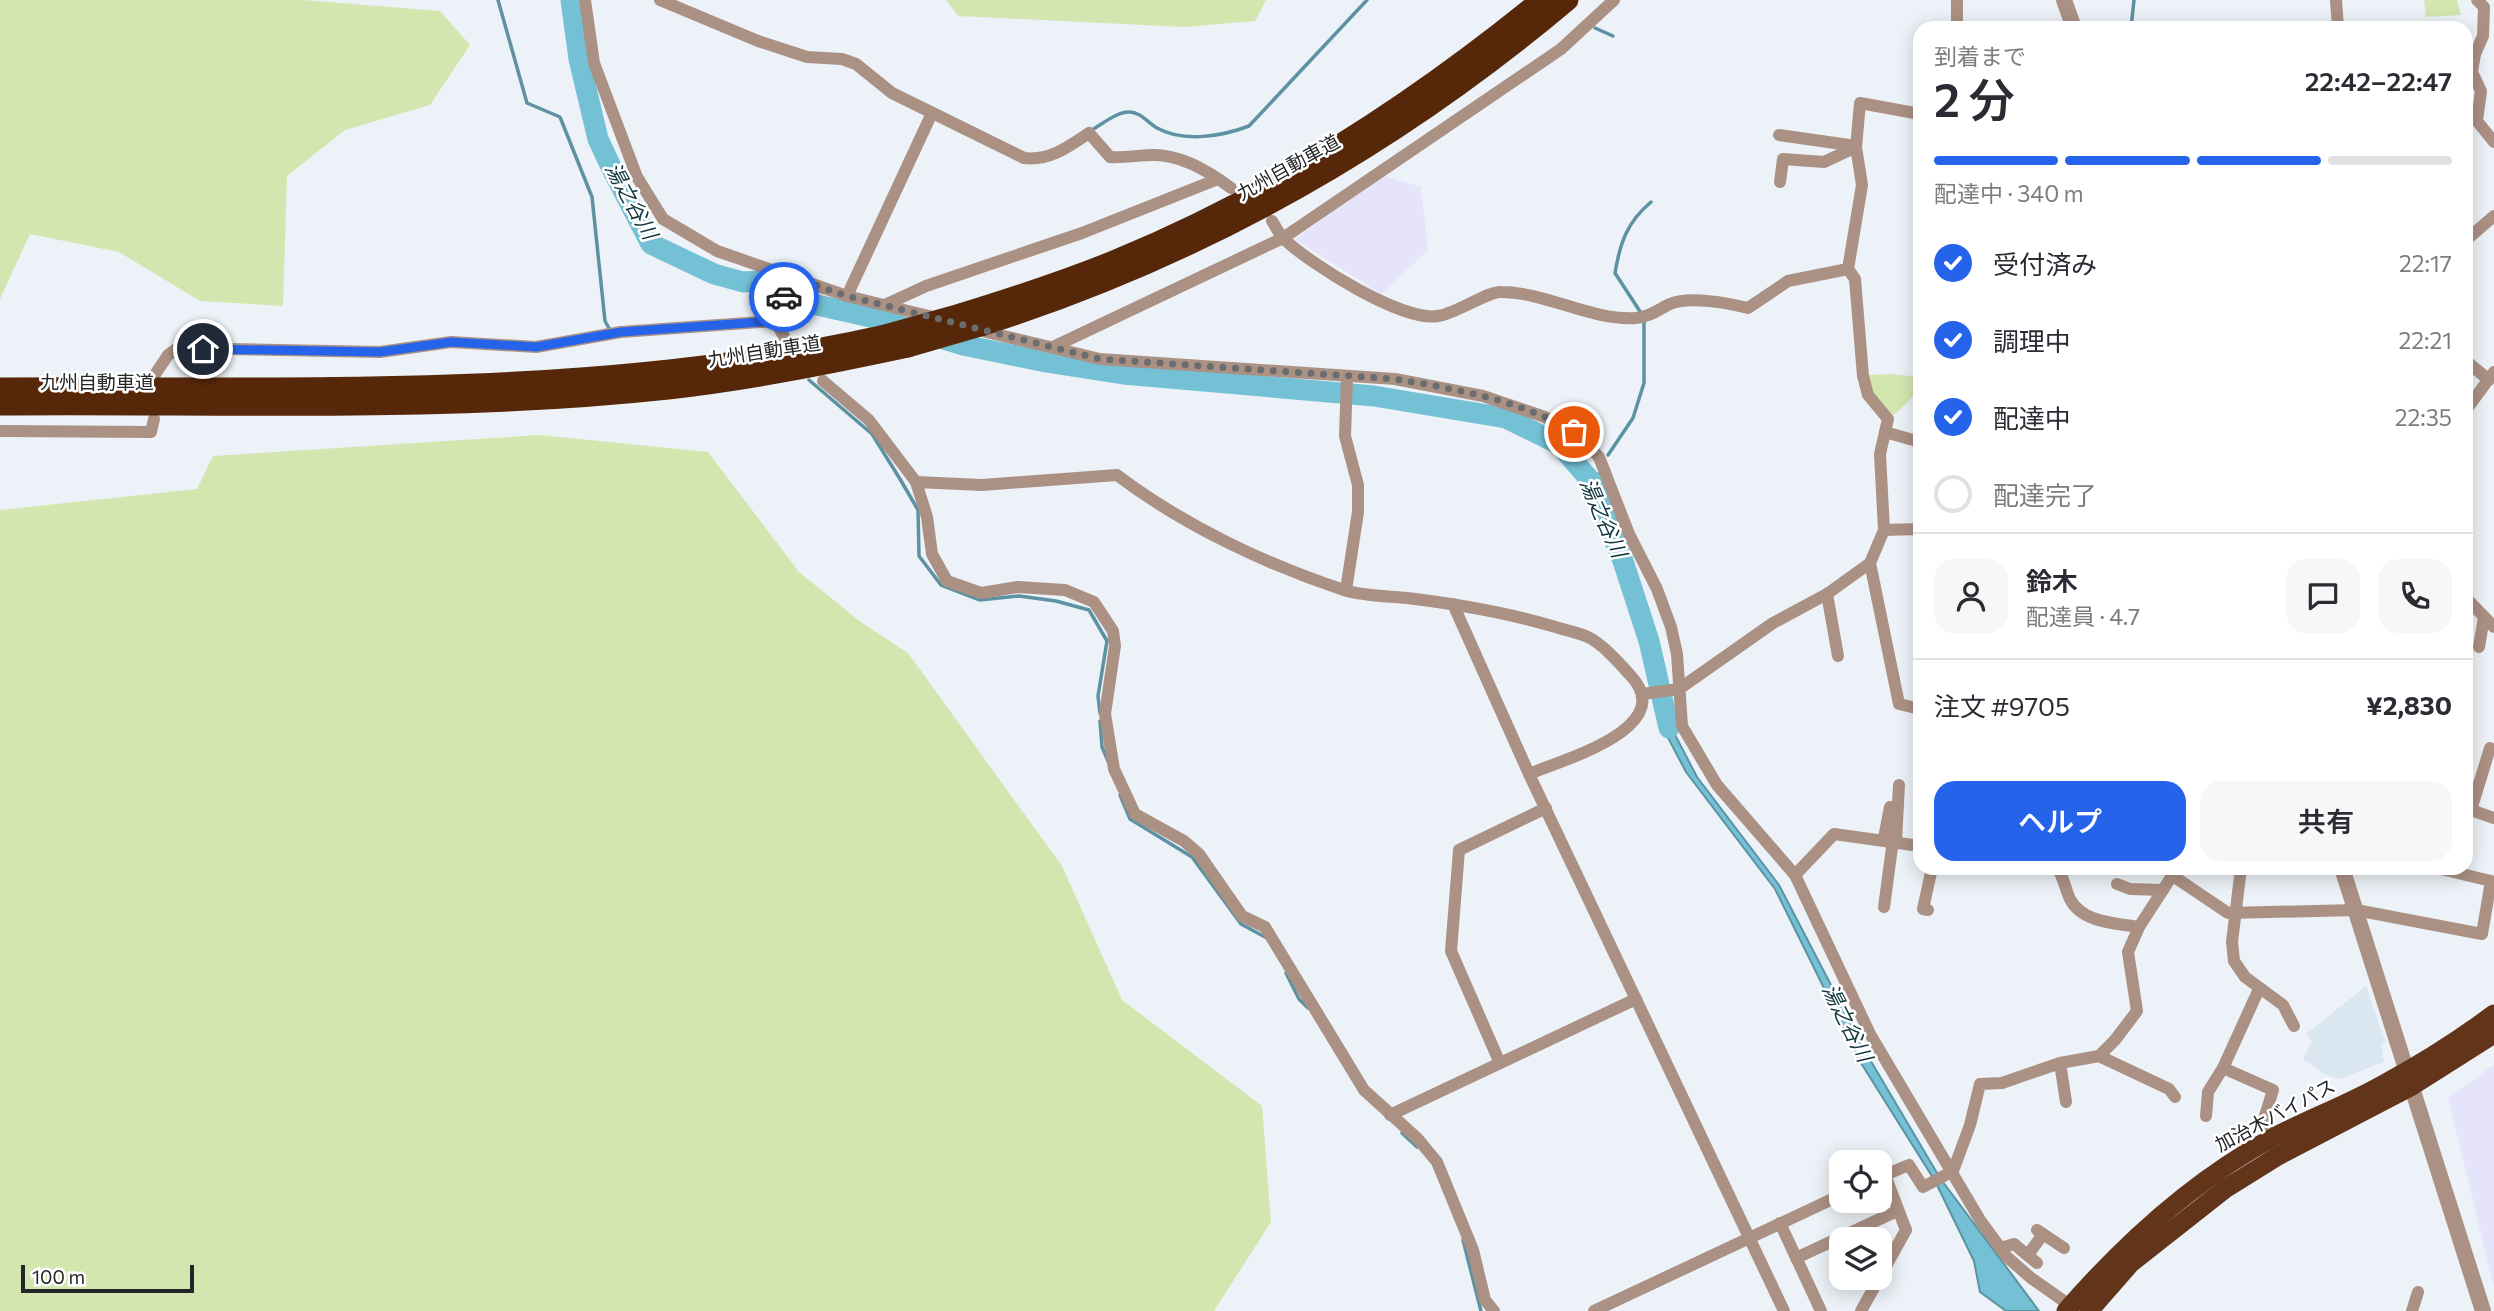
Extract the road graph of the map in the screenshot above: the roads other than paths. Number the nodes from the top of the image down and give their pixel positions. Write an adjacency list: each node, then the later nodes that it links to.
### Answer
1 (585, 0): 30 (street)
2 (660, 0): 15 (street)
3 (1541, 0): 41 (highway, 九州自動車道, bridge)
4 (1568, 0): 43 (highway, 九州自動車道, bridge)
5 (1614, 0): 28 (street)
6 (1957, 0): 10 (street)
7 (2064, 0): 11 (street)
8 (2336, 0): 12 (street)
9 (2477, 0): 13 (street)
10 (1957, 21)
11 (2072, 21)
12 (2338, 21)
13 (2473, 66)
14 (2473, 74): 17 (street)
15 (932, 113): 22 (street); 31 (street)
16 (1913, 113): 21 (street)
17 (2473, 115)
18 (2473, 119): 20 (street)
19 (1779, 135): 21 (street)
20 (2494, 142)
21 (1856, 146): 23 (street); 29 (street)
22 (1218, 178): 24 (street); 32 (street)
23 (1780, 182)
24 (1231, 188)
25 (2494, 216): 27 (street)
26 (1272, 221): 28 (street)
27 (2473, 234)
28 (1283, 238): 29 (street); 35 (street)
29 (1848, 270): 46 (street)
30 (790, 278): 31 (street); 33 (street)
31 (847, 296): 32 (street)
32 (887, 304): 35 (street)
33 (775, 321): 34 (street); 37 (street)
34 (786, 340)
35 (1053, 347): 39 (street)
36 (2473, 365): 38 (street)
37 (154, 376)
38 (2491, 376): 42 (street)
39 (1347, 379): 52 (street); 60 (street)
40 (823, 381): 48 (street)
41 (0, 388)
42 (2473, 400)
43 (0, 405)
44 (154, 419): 45 (street)
45 (0, 431)
46 (1885, 432): 47 (street); 50 (street)
47 (1913, 440)
48 (916, 482): 52 (street); 101 (street)
49 (1913, 529): 50 (street)
50 (1884, 530): 51 (street)
51 (1870, 563): 53 (street); 62 (street)
52 (1346, 590): 54 (street)
53 (1827, 594): 59 (street); 60 (street)
54 (1453, 604): 61 (street); 64 (street)
55 (2473, 605): 56 (street)
56 (2484, 617): 57 (street); 58 (street)
57 (2494, 627)
58 (2479, 647)
59 (1838, 656)
60 (1676, 689): 61 (street); 73 (street)
61 (1646, 694): 64 (street)
62 (1913, 707)
63 (2494, 750): 66 (street)
64 (1529, 774): 68 (street)
65 (1899, 785): 71 (street)
66 (2473, 803)
67 (1890, 807): 71 (street)
68 (1546, 808): 90 (street); 95 (street)
69 (2473, 811): 70 (street)
70 (2494, 818)
71 (1891, 840): 72 (street); 73 (street); 83 (street)
72 (1913, 845)
73 (1795, 874): 104 (street)
74 (1930, 875): 84 (street)
75 (2060, 875): 87 (street)
76 (2173, 875): 82 (street)
77 (2179, 875): 86 (street)
78 (2240, 875): 86 (street)
79 (2344, 875): 85 (street)
80 (2466, 875): 88 (street)
81 (2117, 884): 82 (street)
82 (2163, 890): 87 (street)
83 (1884, 907)
84 (1928, 910)
85 (2356, 910): 86 (street); 88 (street); 98 (street)
86 (2235, 912): 89 (street)
87 (2139, 927): 94 (street)
88 (2488, 935)
89 (2259, 989): 92 (street); 97 (street)
90 (1636, 999): 95 (street); 110 (street)
91 (2494, 1014): 98 (highway, 加治木バイパス)
92 (2294, 1026)
93 (2494, 1034): 98 (highway, 加治木バイパス)
94 (2099, 1056): 96 (street); 99 (street)
95 (1499, 1061): 101 (street)
96 (2060, 1063): 100 (street); 104 (street)
97 (2223, 1068): 102 (street); 103 (street)
98 (2410, 1078): 103 (highway, 加治木バイパス); 116 (highway, 加治木バイパス); 123 (street)
99 (2175, 1097)
100 (2066, 1102)
101 (1390, 1115): 115 (street)
102 (2206, 1116)
103 (2272, 1138): 116 (highway, 加治木バイパス)
104 (1952, 1171): 105 (street); 111 (street)
105 (1892, 1172)
106 (1892, 1199): 108 (street)
107 (1829, 1201): 109 (street)
108 (1897, 1211): 113 (street); 121 (street)
109 (1780, 1223): 110 (street); 113 (street)
110 (1747, 1238): 118 (street); 119 (street)
111 (2000, 1248): 112 (street); 116 (street)
112 (2064, 1248)
113 (1796, 1258): 120 (street)
114 (2418, 1292): 122 (street)
115 (1486, 1306): 117 (street)
116 (2076, 1309)
117 (1494, 1311)
118 (1594, 1311)
119 (1784, 1311)
120 (1821, 1311)
121 (1861, 1311)
122 (2412, 1311)
123 (2483, 1311)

——

### Requirement
Please write out every record above exactly, but leave the pictures out.

### Output for this task
Extract the road graph of the map in the screenshot above: the roads other than paths. Number the nodes from the top of the image down and give their pixel positions. Write an adjacency list: each node, then the later nodes that it links to.
### Answer
1 (585, 0): 30 (street)
2 (660, 0): 15 (street)
3 (1541, 0): 41 (highway, 九州自動車道, bridge)
4 (1568, 0): 43 (highway, 九州自動車道, bridge)
5 (1614, 0): 28 (street)
6 (1957, 0): 10 (street)
7 (2064, 0): 11 (street)
8 (2336, 0): 12 (street)
9 (2477, 0): 13 (street)
10 (1957, 21)
11 (2072, 21)
12 (2338, 21)
13 (2473, 66)
14 (2473, 74): 17 (street)
15 (932, 113): 22 (street); 31 (street)
16 (1913, 113): 21 (street)
17 (2473, 115)
18 (2473, 119): 20 (street)
19 (1779, 135): 21 (street)
20 (2494, 142)
21 (1856, 146): 23 (street); 29 (street)
22 (1218, 178): 24 (street); 32 (street)
23 (1780, 182)
24 (1231, 188)
25 (2494, 216): 27 (street)
26 (1272, 221): 28 (street)
27 (2473, 234)
28 (1283, 238): 29 (street); 35 (street)
29 (1848, 270): 46 (street)
30 (790, 278): 31 (street); 33 (street)
31 (847, 296): 32 (street)
32 (887, 304): 35 (street)
33 (775, 321): 34 (street); 37 (street)
34 (786, 340)
35 (1053, 347): 39 (street)
36 (2473, 365): 38 (street)
37 (154, 376)
38 (2491, 376): 42 (street)
39 (1347, 379): 52 (street); 60 (street)
40 (823, 381): 48 (street)
41 (0, 388)
42 (2473, 400)
43 (0, 405)
44 (154, 419): 45 (street)
45 (0, 431)
46 (1885, 432): 47 (street); 50 (street)
47 (1913, 440)
48 (916, 482): 52 (street); 101 (street)
49 (1913, 529): 50 (street)
50 (1884, 530): 51 (street)
51 (1870, 563): 53 (street); 62 (street)
52 (1346, 590): 54 (street)
53 (1827, 594): 59 (street); 60 (street)
54 (1453, 604): 61 (street); 64 (street)
55 (2473, 605): 56 (street)
56 (2484, 617): 57 (street); 58 (street)
57 (2494, 627)
58 (2479, 647)
59 (1838, 656)
60 (1676, 689): 61 (street); 73 (street)
61 (1646, 694): 64 (street)
62 (1913, 707)
63 (2494, 750): 66 (street)
64 (1529, 774): 68 (street)
65 (1899, 785): 71 (street)
66 (2473, 803)
67 (1890, 807): 71 (street)
68 (1546, 808): 90 (street); 95 (street)
69 (2473, 811): 70 (street)
70 (2494, 818)
71 (1891, 840): 72 (street); 73 (street); 83 (street)
72 (1913, 845)
73 (1795, 874): 104 (street)
74 (1930, 875): 84 (street)
75 (2060, 875): 87 (street)
76 (2173, 875): 82 (street)
77 (2179, 875): 86 (street)
78 (2240, 875): 86 (street)
79 (2344, 875): 85 (street)
80 (2466, 875): 88 (street)
81 (2117, 884): 82 (street)
82 (2163, 890): 87 (street)
83 (1884, 907)
84 (1928, 910)
85 (2356, 910): 86 (street); 88 (street); 98 (street)
86 (2235, 912): 89 (street)
87 (2139, 927): 94 (street)
88 (2488, 935)
89 (2259, 989): 92 (street); 97 (street)
90 (1636, 999): 95 (street); 110 (street)
91 (2494, 1014): 98 (highway, 加治木バイパス)
92 (2294, 1026)
93 (2494, 1034): 98 (highway, 加治木バイパス)
94 (2099, 1056): 96 (street); 99 (street)
95 (1499, 1061): 101 (street)
96 (2060, 1063): 100 (street); 104 (street)
97 (2223, 1068): 102 (street); 103 (street)
98 (2410, 1078): 103 (highway, 加治木バイパス); 116 (highway, 加治木バイパス); 123 (street)
99 (2175, 1097)
100 (2066, 1102)
101 (1390, 1115): 115 (street)
102 (2206, 1116)
103 (2272, 1138): 116 (highway, 加治木バイパス)
104 (1952, 1171): 105 (street); 111 (street)
105 (1892, 1172)
106 (1892, 1199): 108 (street)
107 (1829, 1201): 109 (street)
108 (1897, 1211): 113 (street); 121 (street)
109 (1780, 1223): 110 (street); 113 (street)
110 (1747, 1238): 118 (street); 119 (street)
111 (2000, 1248): 112 (street); 116 (street)
112 (2064, 1248)
113 (1796, 1258): 120 (street)
114 (2418, 1292): 122 (street)
115 (1486, 1306): 117 (street)
116 (2076, 1309)
117 (1494, 1311)
118 (1594, 1311)
119 (1784, 1311)
120 (1821, 1311)
121 (1861, 1311)
122 (2412, 1311)
123 (2483, 1311)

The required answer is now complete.